Requirement: Examine each line in the records below for the word "Coutinho". Report how many lines contain it, and nothing else.

Provided entries:
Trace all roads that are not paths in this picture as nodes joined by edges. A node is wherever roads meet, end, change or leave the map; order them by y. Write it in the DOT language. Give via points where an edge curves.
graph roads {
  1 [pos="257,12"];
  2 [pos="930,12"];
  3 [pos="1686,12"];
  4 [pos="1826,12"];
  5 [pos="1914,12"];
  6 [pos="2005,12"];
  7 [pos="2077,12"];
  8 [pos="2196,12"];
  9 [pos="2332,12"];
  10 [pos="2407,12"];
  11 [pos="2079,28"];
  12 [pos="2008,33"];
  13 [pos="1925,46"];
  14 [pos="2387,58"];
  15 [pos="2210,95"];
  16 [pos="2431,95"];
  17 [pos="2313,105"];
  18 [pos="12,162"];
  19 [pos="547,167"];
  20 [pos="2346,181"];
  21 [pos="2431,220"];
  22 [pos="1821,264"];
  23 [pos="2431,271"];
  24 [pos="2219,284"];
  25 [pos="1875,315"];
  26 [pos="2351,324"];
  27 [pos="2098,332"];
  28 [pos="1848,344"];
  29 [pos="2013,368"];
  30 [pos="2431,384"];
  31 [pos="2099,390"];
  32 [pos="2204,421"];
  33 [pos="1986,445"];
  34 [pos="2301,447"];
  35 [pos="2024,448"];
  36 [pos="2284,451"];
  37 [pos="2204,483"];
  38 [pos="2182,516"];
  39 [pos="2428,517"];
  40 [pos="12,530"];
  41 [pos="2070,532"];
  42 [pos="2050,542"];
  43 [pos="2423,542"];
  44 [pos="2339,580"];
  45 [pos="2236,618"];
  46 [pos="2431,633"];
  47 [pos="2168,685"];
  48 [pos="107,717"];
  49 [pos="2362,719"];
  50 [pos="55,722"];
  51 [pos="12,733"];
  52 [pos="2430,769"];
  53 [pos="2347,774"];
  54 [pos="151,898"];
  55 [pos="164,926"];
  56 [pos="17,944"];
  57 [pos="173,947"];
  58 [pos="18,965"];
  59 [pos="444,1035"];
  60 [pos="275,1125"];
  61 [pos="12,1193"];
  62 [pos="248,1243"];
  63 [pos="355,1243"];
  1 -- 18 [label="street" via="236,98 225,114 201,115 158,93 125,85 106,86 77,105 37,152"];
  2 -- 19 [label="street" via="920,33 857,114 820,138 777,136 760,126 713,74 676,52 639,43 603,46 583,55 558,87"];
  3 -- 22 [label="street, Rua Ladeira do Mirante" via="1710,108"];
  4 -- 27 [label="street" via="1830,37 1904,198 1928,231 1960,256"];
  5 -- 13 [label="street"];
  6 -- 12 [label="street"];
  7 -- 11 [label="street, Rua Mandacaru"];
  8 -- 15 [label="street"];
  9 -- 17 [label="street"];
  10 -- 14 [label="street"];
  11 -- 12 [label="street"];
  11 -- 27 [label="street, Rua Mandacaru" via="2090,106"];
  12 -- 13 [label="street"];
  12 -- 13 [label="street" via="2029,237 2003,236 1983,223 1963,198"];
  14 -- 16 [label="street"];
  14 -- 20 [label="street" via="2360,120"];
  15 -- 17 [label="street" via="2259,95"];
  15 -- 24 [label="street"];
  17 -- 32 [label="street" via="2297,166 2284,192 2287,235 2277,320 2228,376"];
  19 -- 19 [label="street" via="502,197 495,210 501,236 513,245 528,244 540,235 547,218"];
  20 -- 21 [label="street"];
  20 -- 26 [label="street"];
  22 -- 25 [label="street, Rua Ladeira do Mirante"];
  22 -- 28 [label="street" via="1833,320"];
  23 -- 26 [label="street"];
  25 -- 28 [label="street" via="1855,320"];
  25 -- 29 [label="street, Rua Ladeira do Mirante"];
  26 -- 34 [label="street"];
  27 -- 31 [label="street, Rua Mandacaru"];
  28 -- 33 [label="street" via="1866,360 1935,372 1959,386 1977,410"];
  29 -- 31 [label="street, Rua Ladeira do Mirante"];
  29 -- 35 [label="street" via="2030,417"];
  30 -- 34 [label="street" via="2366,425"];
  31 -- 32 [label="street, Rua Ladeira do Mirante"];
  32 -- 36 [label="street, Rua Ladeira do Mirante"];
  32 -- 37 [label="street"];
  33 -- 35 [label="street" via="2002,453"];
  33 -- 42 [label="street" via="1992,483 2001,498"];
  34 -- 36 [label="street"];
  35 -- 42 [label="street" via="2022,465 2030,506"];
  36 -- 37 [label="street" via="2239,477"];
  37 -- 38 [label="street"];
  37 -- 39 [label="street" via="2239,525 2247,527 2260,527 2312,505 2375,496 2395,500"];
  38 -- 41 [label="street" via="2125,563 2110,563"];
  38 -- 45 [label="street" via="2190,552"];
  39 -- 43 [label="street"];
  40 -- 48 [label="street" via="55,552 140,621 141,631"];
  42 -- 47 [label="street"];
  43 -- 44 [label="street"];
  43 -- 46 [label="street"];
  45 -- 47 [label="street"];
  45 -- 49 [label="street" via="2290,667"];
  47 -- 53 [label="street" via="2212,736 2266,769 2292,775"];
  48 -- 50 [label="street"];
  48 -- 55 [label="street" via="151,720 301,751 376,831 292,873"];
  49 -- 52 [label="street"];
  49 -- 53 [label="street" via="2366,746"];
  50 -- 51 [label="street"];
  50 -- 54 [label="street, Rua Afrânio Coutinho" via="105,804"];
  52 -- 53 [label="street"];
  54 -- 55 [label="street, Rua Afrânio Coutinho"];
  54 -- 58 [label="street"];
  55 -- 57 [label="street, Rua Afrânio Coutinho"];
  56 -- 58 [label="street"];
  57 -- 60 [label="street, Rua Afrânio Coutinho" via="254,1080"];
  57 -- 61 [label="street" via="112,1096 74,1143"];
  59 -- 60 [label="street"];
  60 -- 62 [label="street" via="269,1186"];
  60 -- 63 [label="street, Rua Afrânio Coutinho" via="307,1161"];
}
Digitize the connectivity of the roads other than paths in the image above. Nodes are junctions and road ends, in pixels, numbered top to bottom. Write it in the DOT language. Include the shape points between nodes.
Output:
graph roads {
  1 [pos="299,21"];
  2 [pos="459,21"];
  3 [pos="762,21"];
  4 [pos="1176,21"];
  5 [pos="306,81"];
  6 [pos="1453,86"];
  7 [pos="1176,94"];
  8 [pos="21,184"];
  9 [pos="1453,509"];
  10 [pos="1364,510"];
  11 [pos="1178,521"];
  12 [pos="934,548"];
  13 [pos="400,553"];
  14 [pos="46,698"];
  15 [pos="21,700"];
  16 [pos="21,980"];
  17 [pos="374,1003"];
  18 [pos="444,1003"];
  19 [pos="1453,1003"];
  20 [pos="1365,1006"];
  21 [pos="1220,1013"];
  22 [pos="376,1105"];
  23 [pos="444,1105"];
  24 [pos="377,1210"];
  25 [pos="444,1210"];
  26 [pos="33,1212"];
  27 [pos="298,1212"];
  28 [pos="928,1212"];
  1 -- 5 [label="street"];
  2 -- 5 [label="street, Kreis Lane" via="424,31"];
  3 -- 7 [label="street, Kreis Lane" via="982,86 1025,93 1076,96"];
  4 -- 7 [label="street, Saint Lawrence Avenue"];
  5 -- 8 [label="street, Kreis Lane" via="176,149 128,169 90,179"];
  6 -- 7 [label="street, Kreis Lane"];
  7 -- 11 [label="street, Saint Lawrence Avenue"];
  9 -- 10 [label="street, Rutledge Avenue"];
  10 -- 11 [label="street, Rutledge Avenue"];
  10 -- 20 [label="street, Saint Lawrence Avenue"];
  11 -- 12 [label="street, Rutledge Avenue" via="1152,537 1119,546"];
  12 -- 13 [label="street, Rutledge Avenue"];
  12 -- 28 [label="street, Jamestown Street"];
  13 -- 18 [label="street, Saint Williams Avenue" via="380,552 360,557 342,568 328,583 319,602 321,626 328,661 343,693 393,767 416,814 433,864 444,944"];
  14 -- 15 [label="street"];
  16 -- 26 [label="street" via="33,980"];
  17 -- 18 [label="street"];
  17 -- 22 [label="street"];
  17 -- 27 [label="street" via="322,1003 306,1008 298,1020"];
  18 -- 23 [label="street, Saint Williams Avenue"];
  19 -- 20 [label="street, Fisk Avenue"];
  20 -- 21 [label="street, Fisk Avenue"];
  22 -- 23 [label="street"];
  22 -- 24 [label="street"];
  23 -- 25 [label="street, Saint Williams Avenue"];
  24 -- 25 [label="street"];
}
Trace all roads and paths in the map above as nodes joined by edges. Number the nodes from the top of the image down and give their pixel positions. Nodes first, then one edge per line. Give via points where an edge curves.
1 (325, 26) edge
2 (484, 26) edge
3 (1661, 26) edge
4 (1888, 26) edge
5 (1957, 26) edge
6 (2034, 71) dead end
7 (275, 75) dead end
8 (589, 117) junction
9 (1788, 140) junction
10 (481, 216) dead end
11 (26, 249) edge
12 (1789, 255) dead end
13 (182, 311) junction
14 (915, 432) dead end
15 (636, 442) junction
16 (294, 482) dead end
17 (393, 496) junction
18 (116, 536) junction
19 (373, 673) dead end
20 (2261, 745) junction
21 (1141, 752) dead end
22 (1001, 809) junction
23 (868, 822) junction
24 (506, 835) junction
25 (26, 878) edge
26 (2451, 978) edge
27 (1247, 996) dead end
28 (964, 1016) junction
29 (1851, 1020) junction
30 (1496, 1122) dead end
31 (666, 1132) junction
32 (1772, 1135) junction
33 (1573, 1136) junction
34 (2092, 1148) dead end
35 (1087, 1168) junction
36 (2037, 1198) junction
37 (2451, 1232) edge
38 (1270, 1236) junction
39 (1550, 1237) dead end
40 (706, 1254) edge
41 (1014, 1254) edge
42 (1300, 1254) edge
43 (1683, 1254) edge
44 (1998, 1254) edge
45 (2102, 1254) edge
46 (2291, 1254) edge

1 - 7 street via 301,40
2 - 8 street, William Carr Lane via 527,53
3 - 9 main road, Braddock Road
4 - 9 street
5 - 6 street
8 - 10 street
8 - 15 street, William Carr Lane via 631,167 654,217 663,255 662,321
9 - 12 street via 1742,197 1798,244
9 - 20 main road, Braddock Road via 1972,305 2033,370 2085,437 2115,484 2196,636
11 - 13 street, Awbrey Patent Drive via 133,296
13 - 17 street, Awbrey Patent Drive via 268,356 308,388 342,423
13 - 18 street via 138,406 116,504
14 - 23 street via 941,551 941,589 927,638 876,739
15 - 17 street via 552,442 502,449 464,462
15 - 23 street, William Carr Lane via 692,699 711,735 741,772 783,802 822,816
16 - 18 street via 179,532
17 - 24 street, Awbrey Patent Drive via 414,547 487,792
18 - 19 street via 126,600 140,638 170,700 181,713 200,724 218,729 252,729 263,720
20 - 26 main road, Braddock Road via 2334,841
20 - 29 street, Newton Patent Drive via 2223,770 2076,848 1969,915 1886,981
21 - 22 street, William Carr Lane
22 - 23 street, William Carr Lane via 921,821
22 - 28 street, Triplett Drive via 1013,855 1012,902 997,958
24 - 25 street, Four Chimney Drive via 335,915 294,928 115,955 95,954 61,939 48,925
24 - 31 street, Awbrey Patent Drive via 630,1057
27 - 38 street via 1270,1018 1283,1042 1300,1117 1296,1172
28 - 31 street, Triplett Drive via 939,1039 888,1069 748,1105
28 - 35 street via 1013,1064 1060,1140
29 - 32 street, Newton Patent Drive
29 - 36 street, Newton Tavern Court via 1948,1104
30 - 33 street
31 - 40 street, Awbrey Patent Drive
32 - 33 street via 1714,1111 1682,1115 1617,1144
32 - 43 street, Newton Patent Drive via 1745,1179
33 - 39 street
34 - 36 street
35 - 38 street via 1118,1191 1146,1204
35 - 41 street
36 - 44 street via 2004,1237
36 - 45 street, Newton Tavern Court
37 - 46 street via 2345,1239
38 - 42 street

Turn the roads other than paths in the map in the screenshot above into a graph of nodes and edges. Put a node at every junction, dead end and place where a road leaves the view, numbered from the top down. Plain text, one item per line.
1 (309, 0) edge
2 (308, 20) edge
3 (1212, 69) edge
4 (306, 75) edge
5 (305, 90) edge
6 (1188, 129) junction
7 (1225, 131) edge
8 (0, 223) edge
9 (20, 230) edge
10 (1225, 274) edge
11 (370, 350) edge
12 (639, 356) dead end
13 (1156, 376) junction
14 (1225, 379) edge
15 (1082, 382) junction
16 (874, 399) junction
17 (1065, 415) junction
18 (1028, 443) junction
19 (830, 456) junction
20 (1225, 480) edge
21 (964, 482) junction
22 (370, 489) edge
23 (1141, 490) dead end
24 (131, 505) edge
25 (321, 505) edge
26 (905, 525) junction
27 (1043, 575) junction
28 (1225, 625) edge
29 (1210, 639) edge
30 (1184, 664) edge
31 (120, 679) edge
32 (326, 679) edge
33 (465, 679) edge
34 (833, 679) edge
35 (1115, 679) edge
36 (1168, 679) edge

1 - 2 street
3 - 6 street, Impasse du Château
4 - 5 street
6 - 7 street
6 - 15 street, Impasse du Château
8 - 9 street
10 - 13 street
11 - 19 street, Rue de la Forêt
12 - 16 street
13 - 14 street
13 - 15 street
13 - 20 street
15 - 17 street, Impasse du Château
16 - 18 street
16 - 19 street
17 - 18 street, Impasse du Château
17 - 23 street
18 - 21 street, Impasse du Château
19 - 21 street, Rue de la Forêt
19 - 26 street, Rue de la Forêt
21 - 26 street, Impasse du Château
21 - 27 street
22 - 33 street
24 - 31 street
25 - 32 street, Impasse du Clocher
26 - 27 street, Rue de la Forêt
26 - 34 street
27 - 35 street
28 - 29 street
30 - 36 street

Response to the task: 5